# What happened to Chances mnini horse rescue?



## candycar (Sep 18, 2014)

Did I miss something? Did something bad happen? I can no longer find Chances mini horse rescue on the LB site. I haven't heard anything from Marty for a while either. Would someone please PM me if you don't want to post it on here. I was just about ready to put my application in as a foster home. I'm feeling frantic!


----------



## chandab (Sep 18, 2014)

Ok, that's weird. I can't find them on FB and their website is down. I could have sworn it wasn't that long ago that I saw something on FB, but I'm on a couple other rescue groups there, so could have been one of those; and I know FB is cleaning house and deleting groups/pages that don't meet their criteria for groups/pages.


----------



## Debby - LB (Sep 19, 2014)

Hi the bod dissolved the rescue and asked for the forum to be removed. CMHR is no more.


----------



## bevann (Sep 19, 2014)

I am so sorry that Chances Rescue is no more.I always asked for donations to them when I do farm tours and I left instructions in my will for a donation.I will have to find another rescue that takes Minis and donate to them.They did a great job.


----------



## MindyLee (Sep 19, 2014)

Are you saying the rescue has been shut down?

Oh no!


----------



## Debby - LB (Sep 19, 2014)

Yes it was shut down.


----------



## chandab (Sep 19, 2014)

What a shame, they did a lot of good.


----------



## NoddalottaFarm (Sep 19, 2014)

I am very sad to read this.
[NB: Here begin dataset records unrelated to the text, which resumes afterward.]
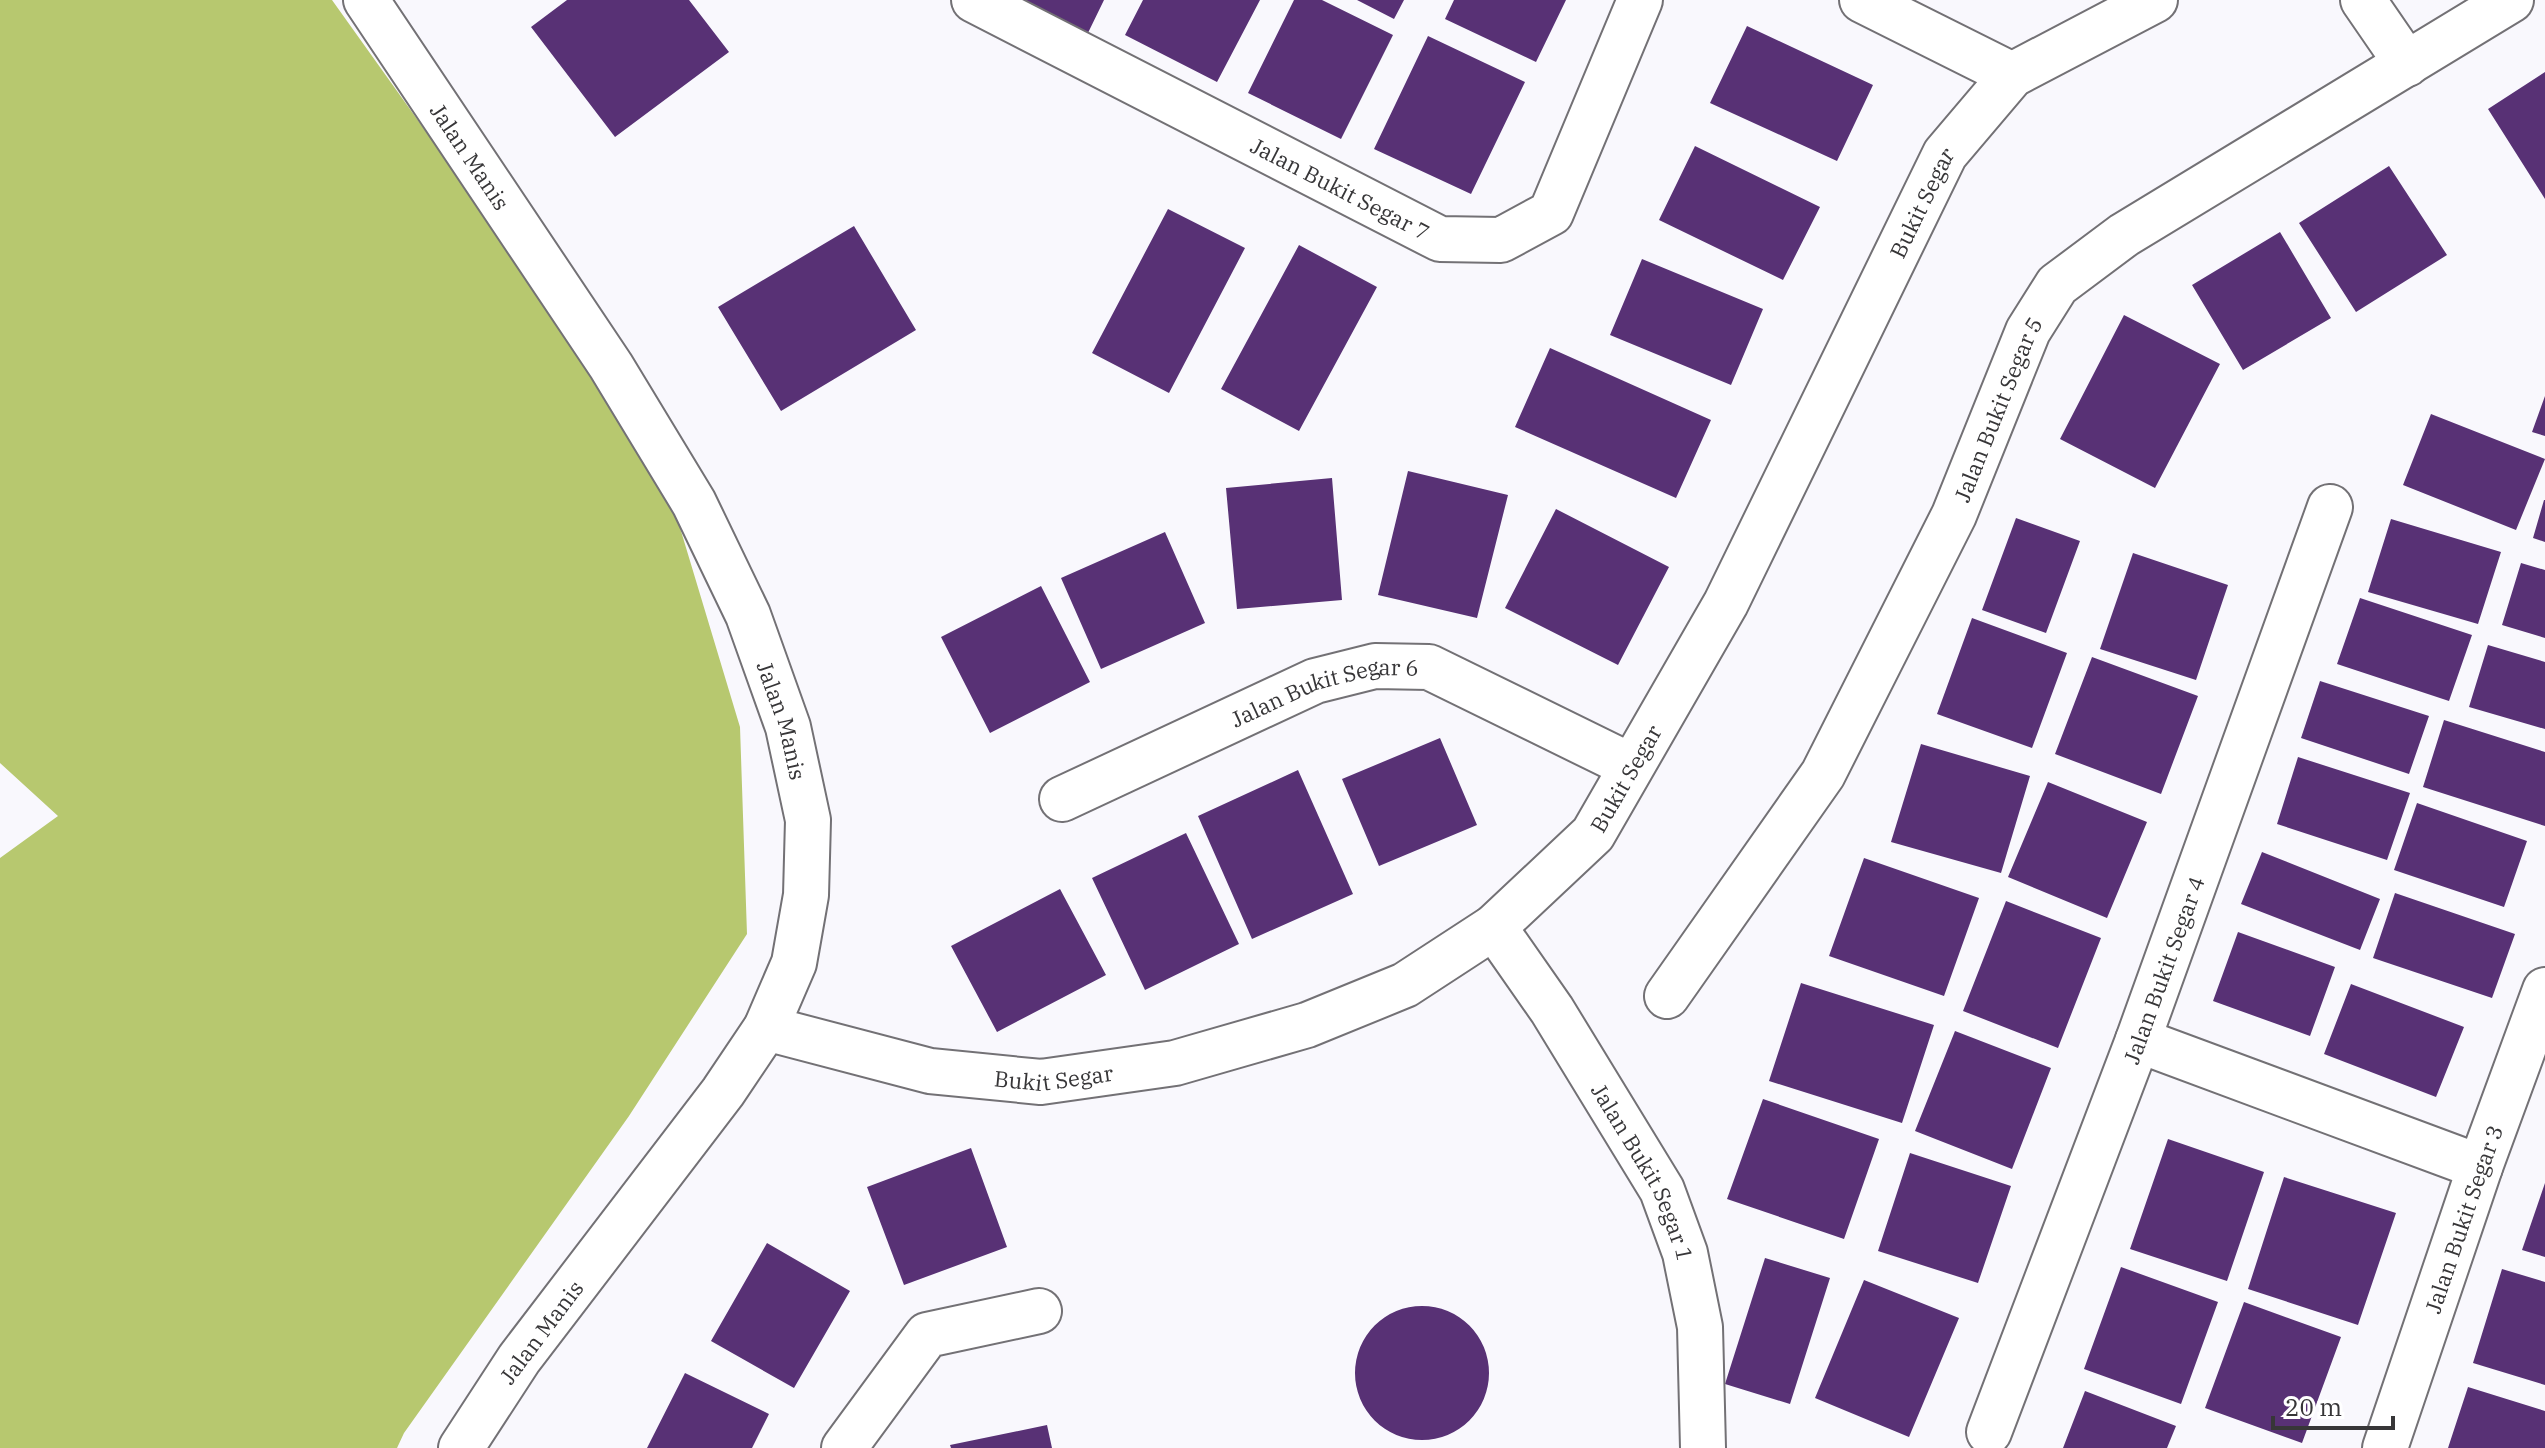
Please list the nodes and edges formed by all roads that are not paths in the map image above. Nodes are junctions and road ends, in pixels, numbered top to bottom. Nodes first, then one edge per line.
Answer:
1 (366, 0) edge
2 (974, 0) edge
3 (1640, 0) edge
4 (1862, 0) edge
5 (2155, 0) edge
6 (2363, 0) edge
7 (2511, 0) edge
8 (2407, 64) junction
9 (2012, 75) junction
10 (2330, 507) dead end
11 (1631, 766) junction
12 (1062, 799) dead end
13 (1494, 927) junction
14 (2545, 990) edge
15 (1667, 996) dead end
16 (766, 1028) junction
17 (2138, 1040) junction
18 (2480, 1167) junction
19 (1039, 1311) dead end
20 (1989, 1432) dead end
21 (461, 1448) edge
22 (844, 1448) edge
23 (1703, 1448) edge
24 (2385, 1448) edge

1 - 16 street, Jalan Manis
2 - 3 street, Jalan Bukit Segar 7
4 - 9 street
5 - 9 street, Bukit Segar
6 - 8 street
7 - 8 street, Jalan Bukit Segar 5
8 - 15 street, Jalan Bukit Segar 5
9 - 11 street, Bukit Segar
10 - 17 street, Jalan Bukit Segar 4
11 - 12 street, Jalan Bukit Segar 6
11 - 13 street, Bukit Segar
13 - 16 street, Bukit Segar
13 - 23 street, Jalan Bukit Segar 1
14 - 18 street, Jalan Bukit Segar 3
16 - 21 street, Jalan Manis
17 - 18 street
17 - 20 street, Jalan Bukit Segar 4
18 - 24 street, Jalan Bukit Segar 3
19 - 22 street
I loved participating in the CHANCES $3 fundraiser each November, and I know they did such wonderful work with the abused and neglected Minis.
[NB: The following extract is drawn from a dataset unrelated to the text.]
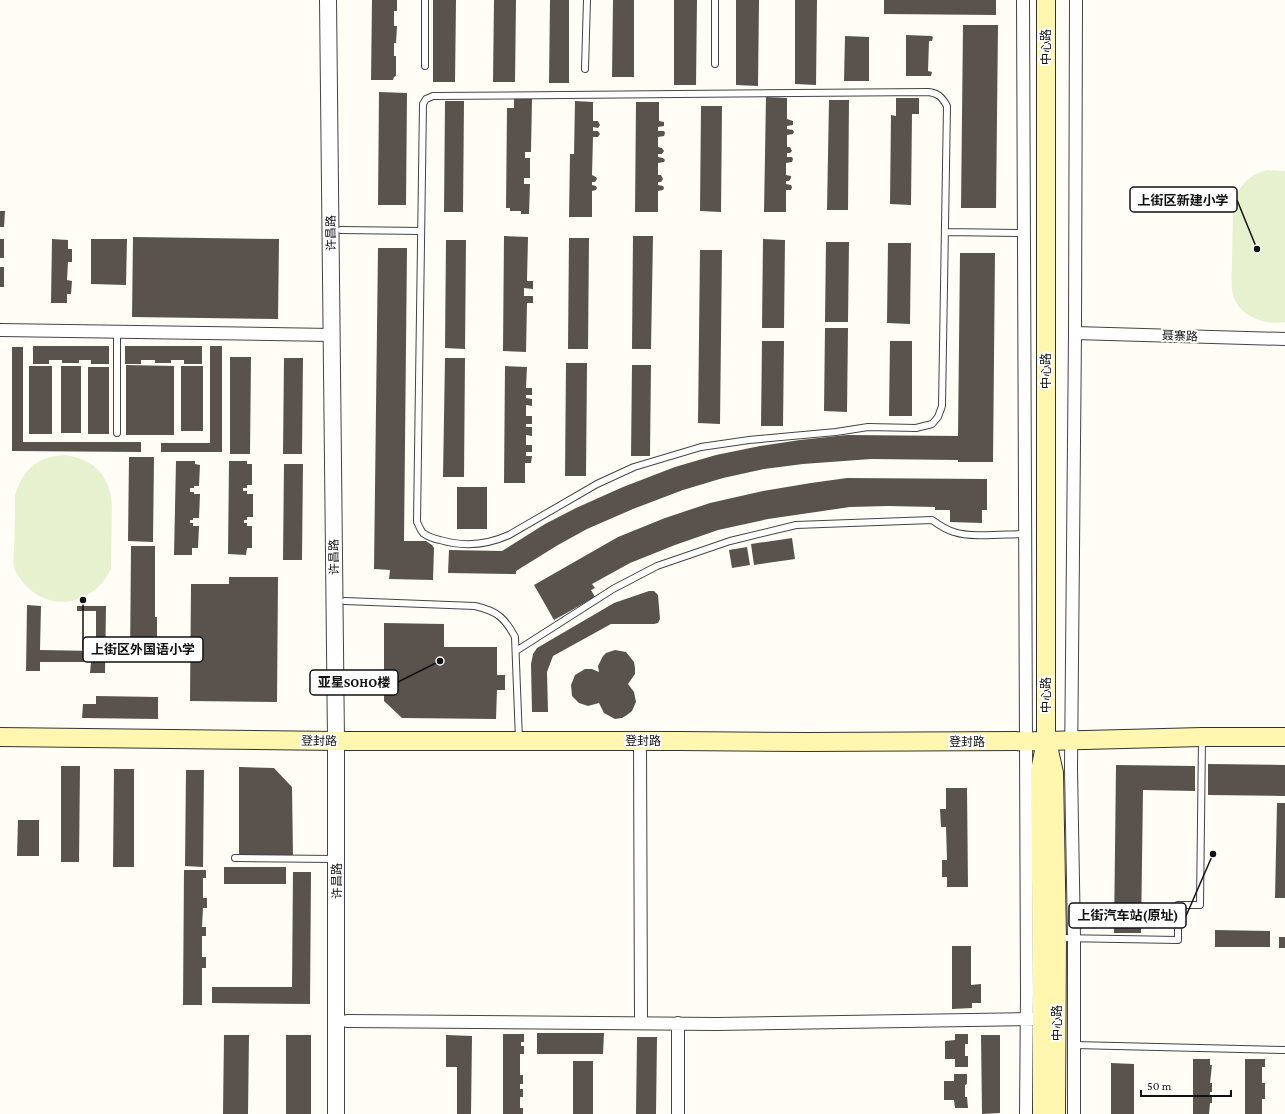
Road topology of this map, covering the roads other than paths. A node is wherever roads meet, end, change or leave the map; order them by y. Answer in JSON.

I'm sure it was a very hard decision for the BOD to have to make. God bless them for all they did.


----------



## Miniv (Sep 20, 2014)




----------



## susanne (Sep 20, 2014)

.
Marty's Facebook account has been deactivated. Has anyone heard from her? Is she okay?


----------



## Debby - LB (Sep 22, 2014)

I'm so very sad too you guys, yes it is a shame. It's a darn shame that people couldn't come together strictly and totally for the good of the horse. The rescue could have regrouped and carried on to do what it was originally set up for under the written rules, it needed to do that for the last 3 or 4 months.

Susanne I'm sure Marty is ok, God love her she has weathered way worse. I didn't get a reply when I emailed her but the email I sent didn't really require one anyway so that's alright she'll be around when she's ready.


----------



## Shari (Sep 23, 2014)

Very sad to hear this.


----------



## lucky seven (Sep 24, 2014)

What happened to the horses in their care?


----------



## REO (Sep 25, 2014)

I'm very sad. I knew something internal had happened, but not what and I didn't know it had shut down totally





I always donated things to raise funds for then each Nov.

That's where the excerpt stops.